Jakarta—Indonesia’s economy shrank for the fourth consecutive quarter in January-March, data showed Wednesday, as the country’s leaders struggle to overcome a recession wrought by the coronavirus pandemic.
The 0.74-percent on-year contraction was a big improvement on the 2.19 percent in the previous three months but slightly worse than expected, with the tourism sector among the worst-affected industries.
However, statistics bureau Suhariyanto told reporters: “It is still negative, but it is much better compared to the previous quarters which shows that the trend of the economic recovery is on track.”
On a quarterly basis, Southeast Asia’s biggest economy contracted 0.96 percent.
Last year the economy shrunk 2.07 percent as it entered its first recession since 1999 during the Asian financial crisis.

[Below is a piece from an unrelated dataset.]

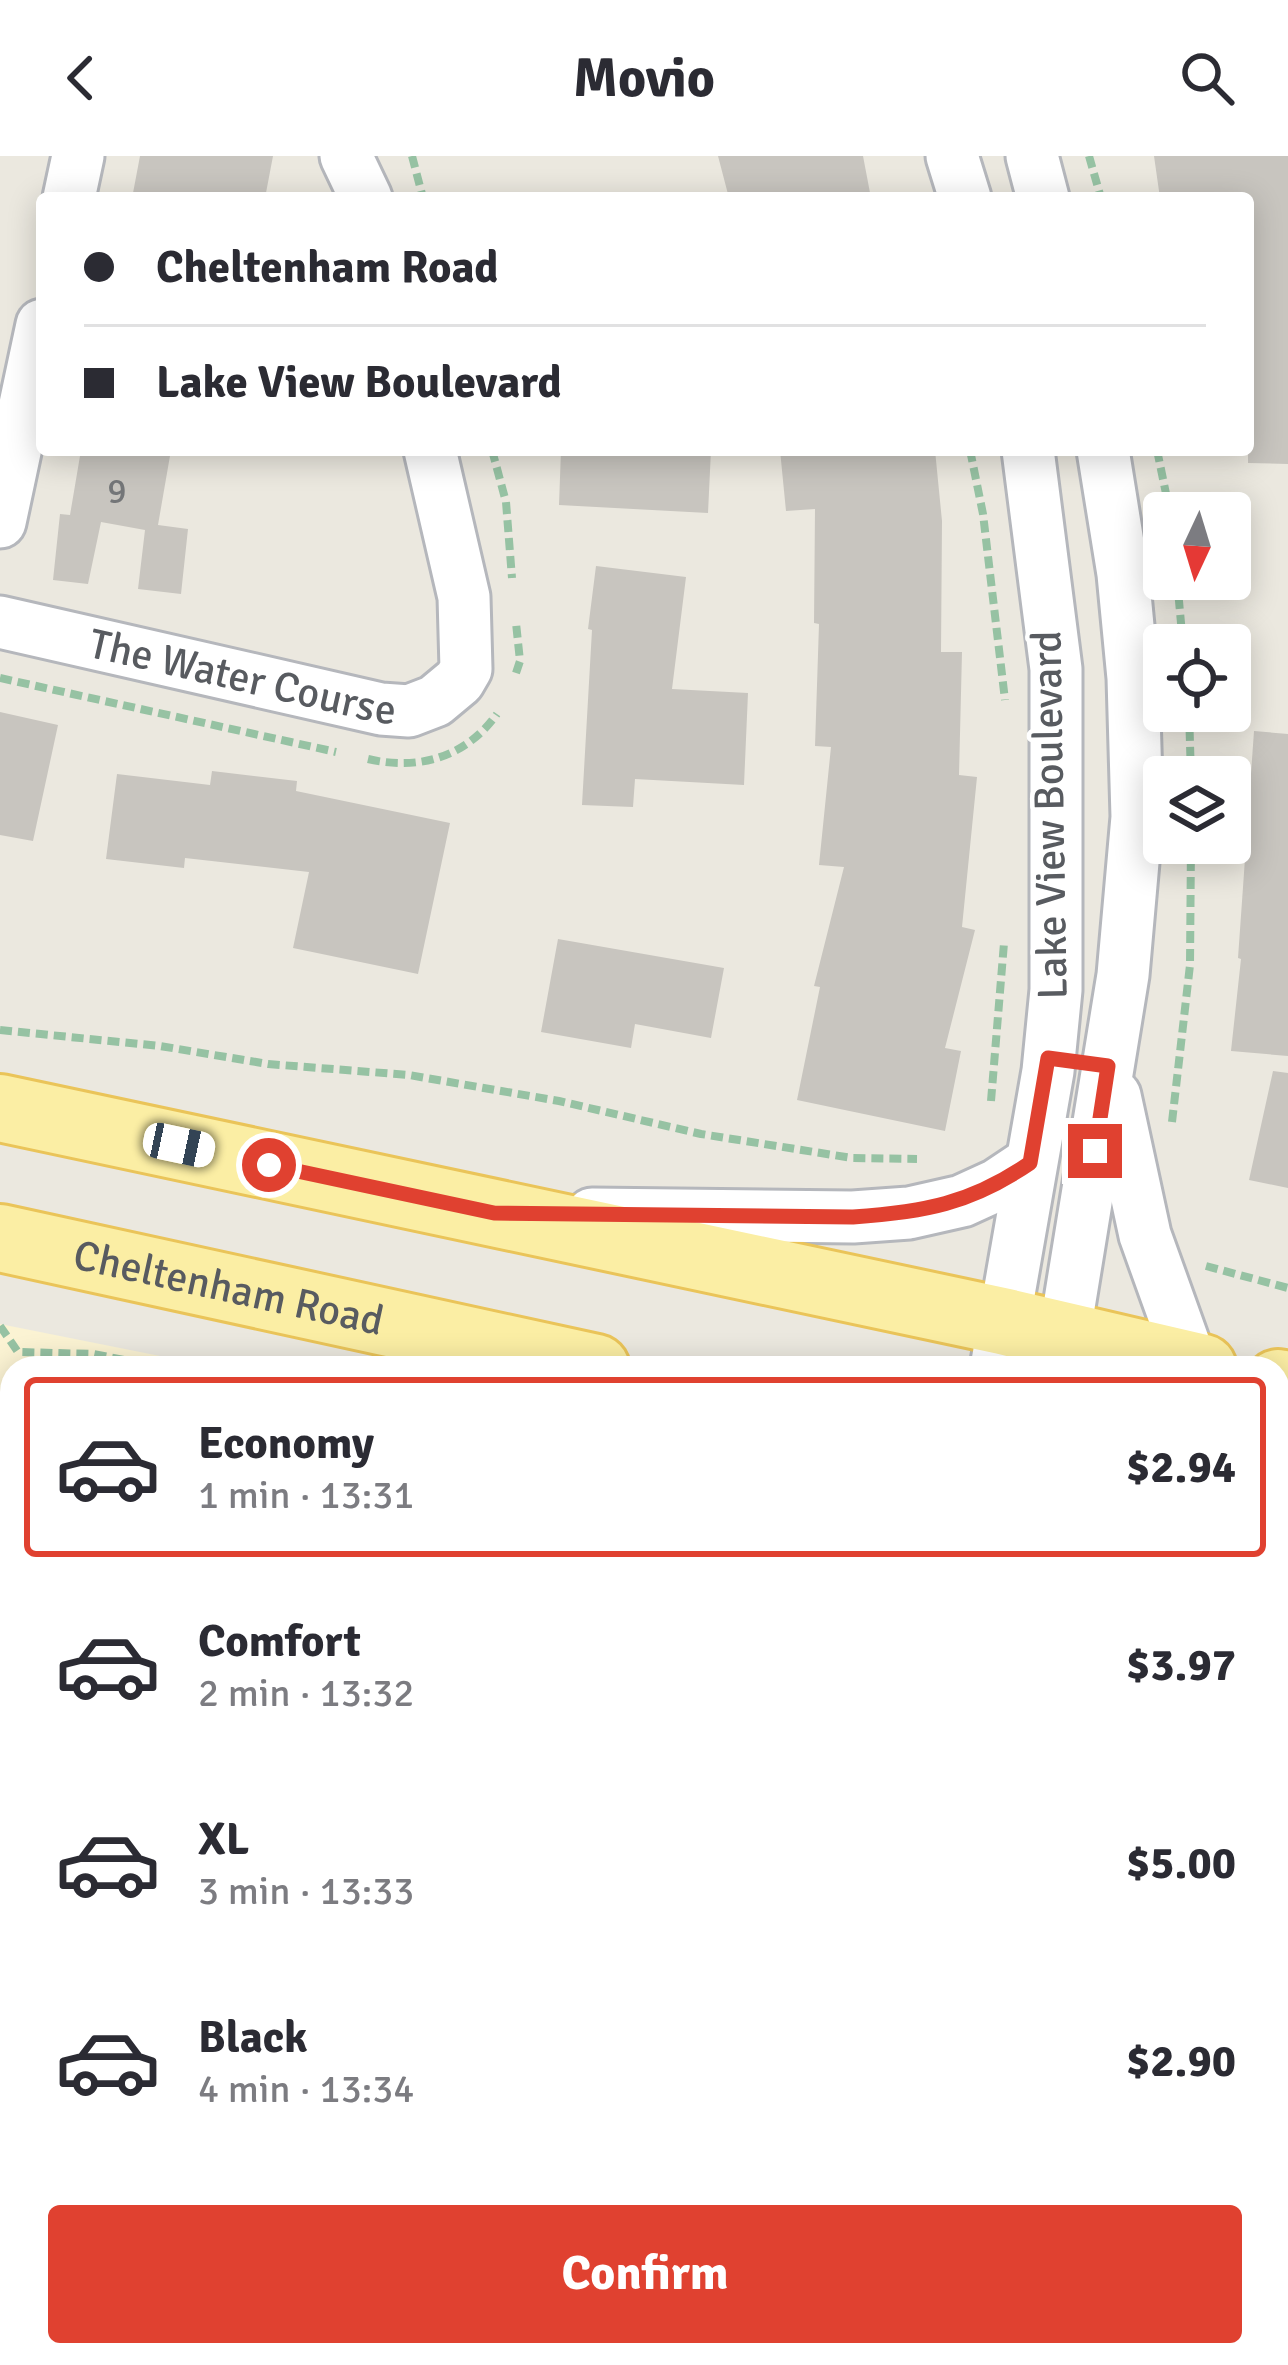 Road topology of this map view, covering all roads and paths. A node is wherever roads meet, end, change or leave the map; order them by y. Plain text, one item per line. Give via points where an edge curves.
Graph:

Millions of Indonesians have been laid off or furloughed as the country struggled under the weight of the pandemic and in April the central bank revised down its growth outlook for this year to 4.1-5.1 percent, from a previous estimate of 4.8-5.3 percent.

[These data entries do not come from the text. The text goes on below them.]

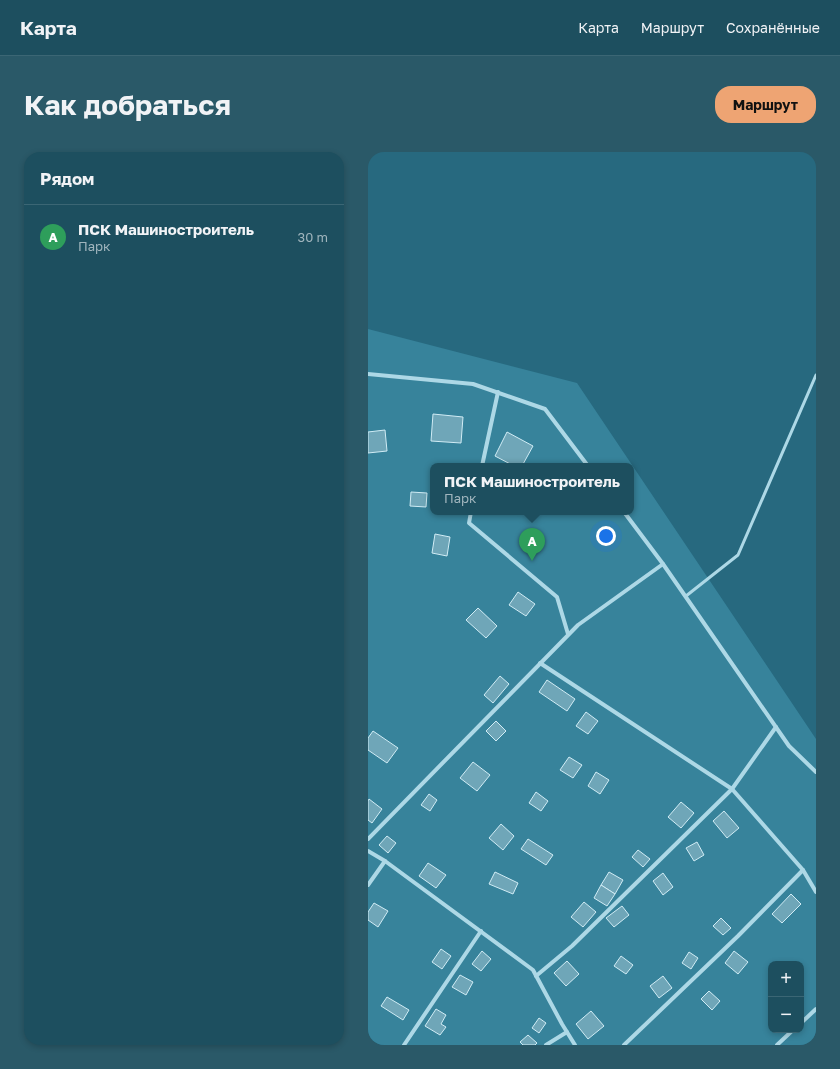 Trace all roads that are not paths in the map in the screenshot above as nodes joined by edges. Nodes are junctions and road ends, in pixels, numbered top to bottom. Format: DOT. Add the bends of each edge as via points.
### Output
graph roads {
  1 [pos="368,374"];
  2 [pos="816,375"];
  3 [pos="498,392"];
  4 [pos="483,463"];
  5 [pos="586,463"];
  6 [pos="470,515"];
  7 [pos="626,515"];
  8 [pos="663,564"];
  9 [pos="686,596"];
  10 [pos="568,634"];
  11 [pos="540,663"];
  12 [pos="776,727"];
  13 [pos="816,772"];
  14 [pos="732,789"];
  15 [pos="368,839"];
  16 [pos="368,851"];
  17 [pos="385,862"];
  18 [pos="803,870"];
  19 [pos="368,886"];
  20 [pos="816,892"];
  21 [pos="481,931"];
  22 [pos="536,976"];
  23 [pos="816,1009"];
  24 [pos="804,1020"];
  25 [pos="567,1032"];
  26 [pos="790,1033"];
  27 [pos="404,1045"];
  28 [pos="546,1045"];
  29 [pos="575,1045"];
  30 [pos="624,1045"];
  31 [pos="777,1045"];
  1 -- 3 [label="street" via="473,384"];
  2 -- 9 [label="lane" via="738,555"];
  3 -- 4 [label="street"];
  3 -- 5 [label="street" via="545,409"];
  6 -- 10 [label="street" via="469,523 557,597"];
  7 -- 8 [label="street"];
  8 -- 9 [label="street"];
  8 -- 10 [label="street"];
  9 -- 12 [label="street"];
  10 -- 11 [label="street"];
  11 -- 14 [label="street"];
  11 -- 15 [label="street"];
  12 -- 13 [label="street" via="789,746"];
  12 -- 14 [label="street"];
  14 -- 18 [label="street"];
  14 -- 22 [label="street" via="572,946"];
  16 -- 17 [label="street"];
  17 -- 19 [label="street"];
  17 -- 21 [label="street"];
  18 -- 20 [label="street"];
  18 -- 30 [label="street"];
  21 -- 22 [label="street" via="533,970"];
  21 -- 27 [label="street"];
  22 -- 25 [label="street"];
  23 -- 24 [label="street"];
  25 -- 28 [label="street"];
  25 -- 29 [label="street"];
  26 -- 31 [label="street"];
}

COVID-19 infections have topped 1.6 million with more than 46,000 deaths, putting Indonesia among the worst-hit Asian countries.
The government has unveiled more than $48 billion in stimulus to help offset the impact of the virus, which forced the government to impose wide-ranging, economically-painful containment restrictions.
And while it has kicked off its vaccination drive, just over 20 million of the country’s 270 million people have so far received their first jab.
Analysts warned government restrictions and the slow vaccine rollout will hamper economic recovery efforts.
“Indonesia’s economy struggled to gain any momentum in the first quarter of the year and a failure to contain the virus will hold back the recovery in the quarters ahead,” Gareth Leather, Senior Asia Economist from Capital Economics said.